III. Un contrat de travail unique avec licenciement libre ?
Francis Kramarz (directeur du Crest) regrette que les personnes qu’on prétend protéger soient en fait les moins protégées, tant les droits protecteurs en apparence peuvent être facilement contournés. Il préconise un contrat qui stipule une durée minimale (et non pas maximale, comme avec l’actuel CDD), avec un coût de licenciement décroissant avec l’ancienneté. Mais, dit-il, il faut auparavant avoir fait des réformes, sur les notions d’ancienneté en particulier, et surtout s’attacher à informer et rassurer. Michèle Debonneuil (inspecteur général des Finances, membre de la commission Attali) insiste sur un sujet rarement abordé, celui du travail à temps partiel. Qu’ont fait les pays qui ont créé des emplois ? Les trois quarts de ces emplois sont à temps partiel et concernent en priorité les jeunes et les seniors. Elle propose pour ceux-ci un contrat sous forme de » temps partiel tremplin « , qui ne concernerait que 3 à 4 % de la population en âge de travailler, ce qui est précisément l’écart qui sépare la France des pays qui comptent moins de chômeurs que nous.
IV. Faire payer l’enseignement supérieur et sélectionner les étudiants ?
Nous vivons sous l’Ancien Régime, affirme Jacques Marseille (professeur à Paris I), avec la noblesse des grandes écoles, réservées aux élites ; le clergé des universités réputées, s’adressant aux plus aisés ; le tiers état des universités ordinaires. En fait, il y a bel et bien sélection à travers les études secondaires scientifiques. Il faut lutter contre plusieurs tabous : le niveau ridicule des droits d’inscription (180 euros par an, alors qu’un niveau de 1 500 euros serait décent) ; l’absence de sélection (le bac, premier grade universitaire, donne le droit de s’inscrire n’importe où) ; l’obligation faite aux enseignants de mêler pédagogie et recherche. Enfin, ajoute-t-il, on compte en France 85 universités alors que 20 suffiraient. Il faut, dit-il, préparer progressivement l’opinion à la rupture : on l’a fait pour les retraites et il a fallu douze ans, commençons donc à parler de l’université.

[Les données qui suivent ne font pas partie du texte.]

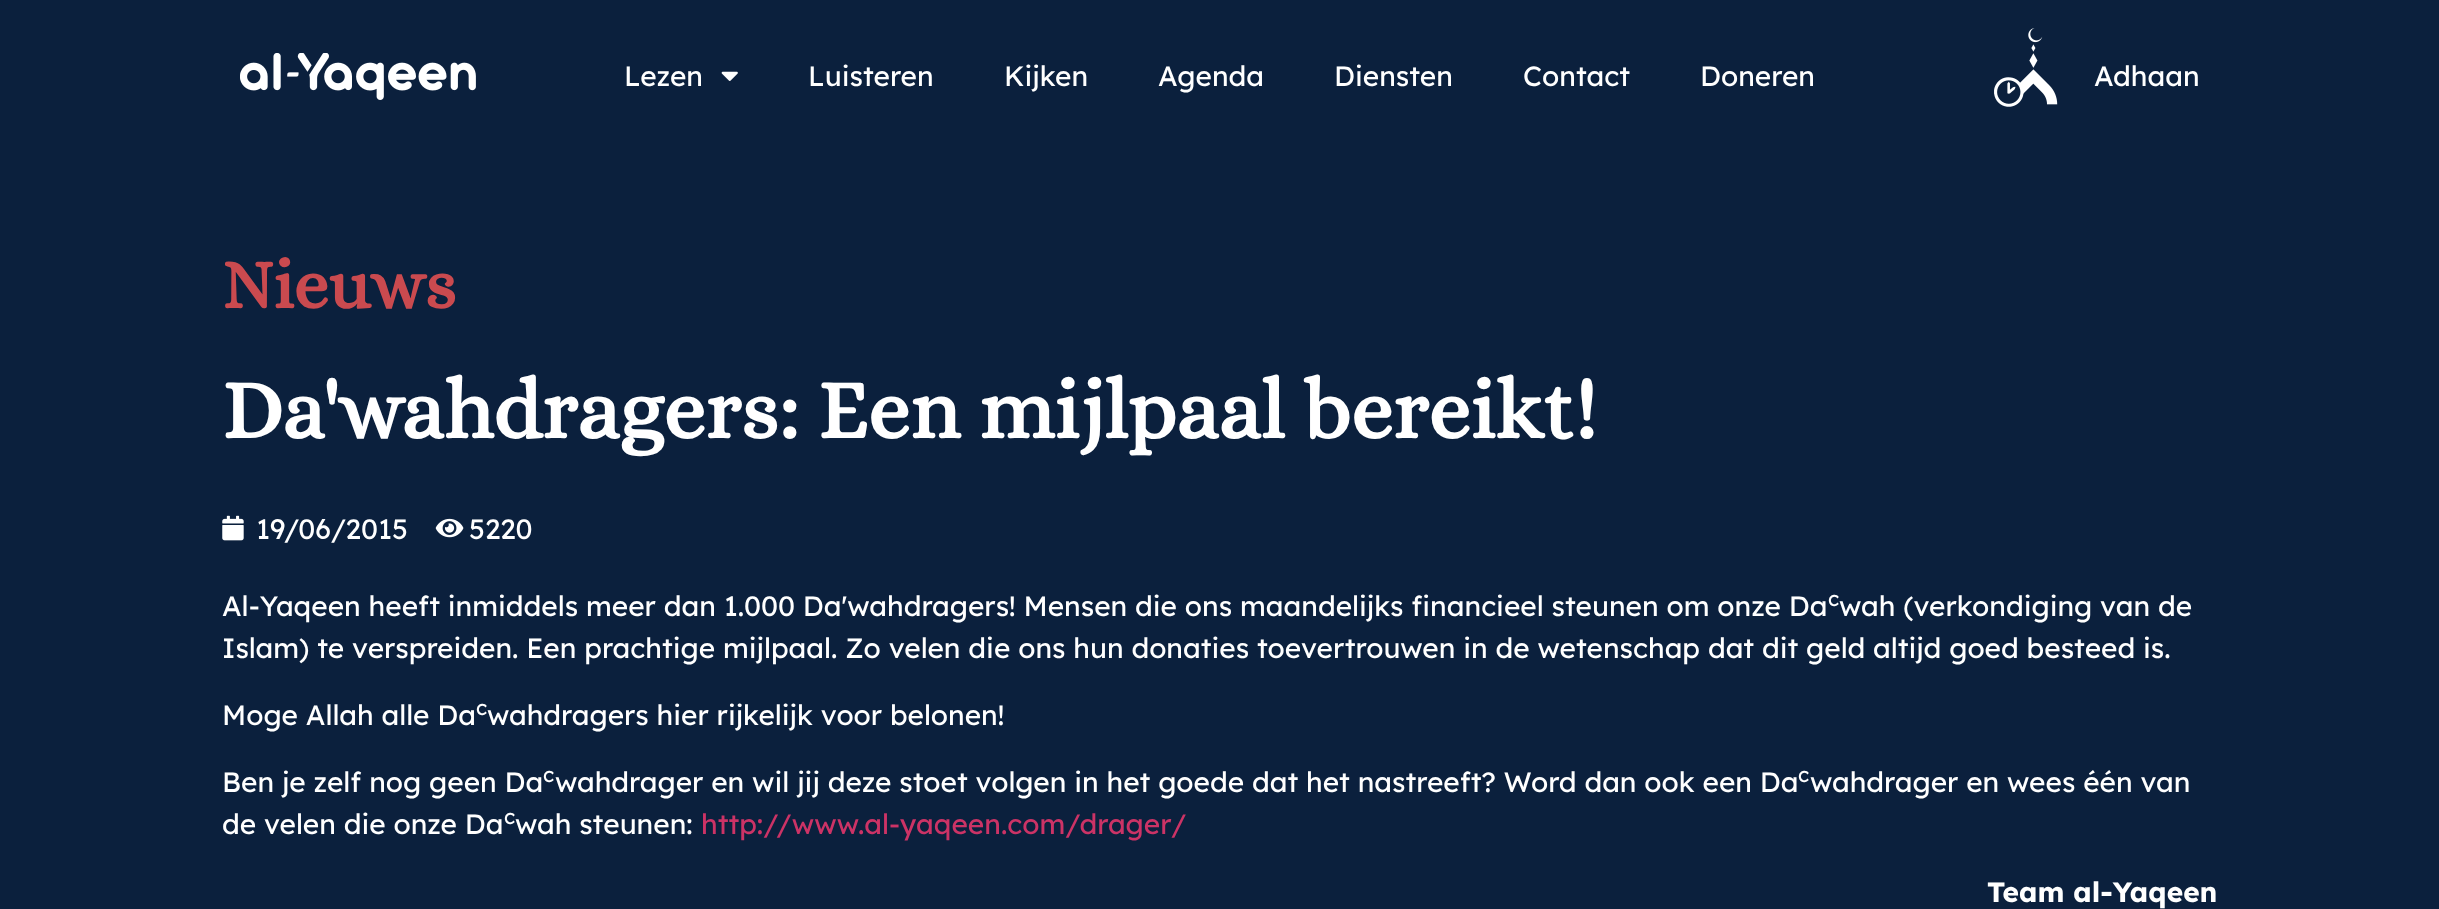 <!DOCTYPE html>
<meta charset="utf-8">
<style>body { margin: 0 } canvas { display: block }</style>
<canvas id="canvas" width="2439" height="909"></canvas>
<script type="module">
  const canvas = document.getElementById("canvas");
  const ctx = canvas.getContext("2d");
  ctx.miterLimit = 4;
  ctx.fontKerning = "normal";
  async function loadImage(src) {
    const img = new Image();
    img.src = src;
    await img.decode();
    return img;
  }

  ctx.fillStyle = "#0b203d";
  ctx.fillRect(0, 0, 2439, 909);
  ctx.drawImage(await loadImage("img1.png"), 240, 53, 236, 47);
  ctx.font = "28px Lexend Deca";
  ctx.fillStyle = "#ffffff";
  ctx.fillText("Lezen", 624, 86);
  ctx.drawImage(await loadImage("img2.png"), 721, 71, 17, 10);
  ctx.fillText("Luisteren", 808, 86);
  ctx.fillText("Kijken", 1004, 86);
  ctx.fillText("Agenda", 1158, 86);
  ctx.fillText("Diensten", 1334, 86);
  ctx.fillText("Contact", 1523, 86);
  ctx.fillText("Doneren", 1700, 86);
  ctx.drawImage(await loadImage("img3.png"), 1994, 28, 64, 79);
  ctx.fillText("Adhaan", 2094, 86);
  ctx.font = "bold 70px Alice";
  ctx.fillStyle = "#ca4a4f";
  ctx.fillText("Nieuws", 222, 308);
  ctx.font = "bold 84px Alice";
  ctx.fillStyle = "#ffffff";
  ctx.fillText("Da'wahdragers: Een mijlpaal bereikt!", 222, 438);
  ctx.drawImage(await loadImage("img4.png"), 222, 515, 22, 26);
  ctx.font = "28px Lexend Deca";
  ctx.fillText("19/06/2015", 256, 539);
  ctx.drawImage(await loadImage("img5.png"), 435, 518, 29, 20);
  ctx.fillText("5220", 469, 539);
  ctx.fillText("Al-Yaqeen heeft inmiddels meer dan 1.000 Da'wahdragers! Mensen die ons maandelijks financieel steunen om onze Da", 222, 616);
  ctx.font = "21px Lexend Deca";
  ctx.fillText("c", 1828, 606);
  ctx.font = "28px Lexend Deca";
  ctx.fillText("wah (verkondiging van de", 1839, 616);
  ctx.fillText("Islam) te verspreiden. Een prachtige mijlpaal. Zo velen die ons hun donaties toevertrouwen in de wetenschap dat dit geld altijd goed besteed is.", 222, 658);
  ctx.fillText("Moge Allah alle Da", 222, 725);
  ctx.font = "21px Lexend Deca";
  ctx.fillText("c", 476, 715);
  ctx.font = "28px Lexend Deca";
  ctx.fillText("wahdragers hier rijkelijk voor belonen!", 487, 725);
  ctx.fillText("Ben je zelf nog geen Da", 222, 792);
  ctx.font = "21px Lexend Deca";
  ctx.fillText("c", 543, 782);
  ctx.font = "28px Lexend Deca";
  ctx.fillText("wahdrager en wil jij deze stoet volgen in het goede dat het nastreeft? Word dan ook een Da", 555, 792);
  ctx.font = "21px Lexend Deca";
  ctx.fillText("c", 1798, 782);
  ctx.font = "28px Lexend Deca";
  ctx.fillText("wahdrager en wees één van", 1810, 792);
  ctx.fillText("de velen die onze Da", 222, 834);
  ctx.font = "21px Lexend Deca";
  ctx.fillText("c", 504, 824);
  ctx.font = "28px Lexend Deca";
  ctx.fillText("wah steunen:", 515, 834);
  ctx.fillStyle = "#cc3366";
  ctx.fillText("http://www.al-yaqeen.com/drager/", 701, 834);
  ctx.font = "bold 28px Lexend Deca";
  ctx.fillStyle = "#ffffff";
  ctx.fillText("Team al-Yaqeen", 1987, 902);
</script>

Richard Descoings (directeur de Sciences Po), moins choqué par le nombre des universités que par la volonté de les traiter de façon unitaire, est d’accord pour une augmentation progressive des droits d’inscription et pour mettre fin à la sélection par l’échec, qui prévaut actuellement.
V. Ramener le déficit public à zéro dès 2009 ?
Aucun problème, pour Jean Peyrelevade (gérant de Leonardo France), qui condamne notre État » impécunieux et impuissant « . Sa recette (utopique) est très simple. Notre déficit annuel s’élève à 2,5 % du PIB, soit 45 milliards d’euros. Augmentons les recettes fiscales de 2 % : 15 milliards d’euros. Supprimons les allégements d’impôts prévus : 15 milliards. Supprimons en deux ans le déficit de la Sécurité sociale : 15 milliards encore. Le compte est bon.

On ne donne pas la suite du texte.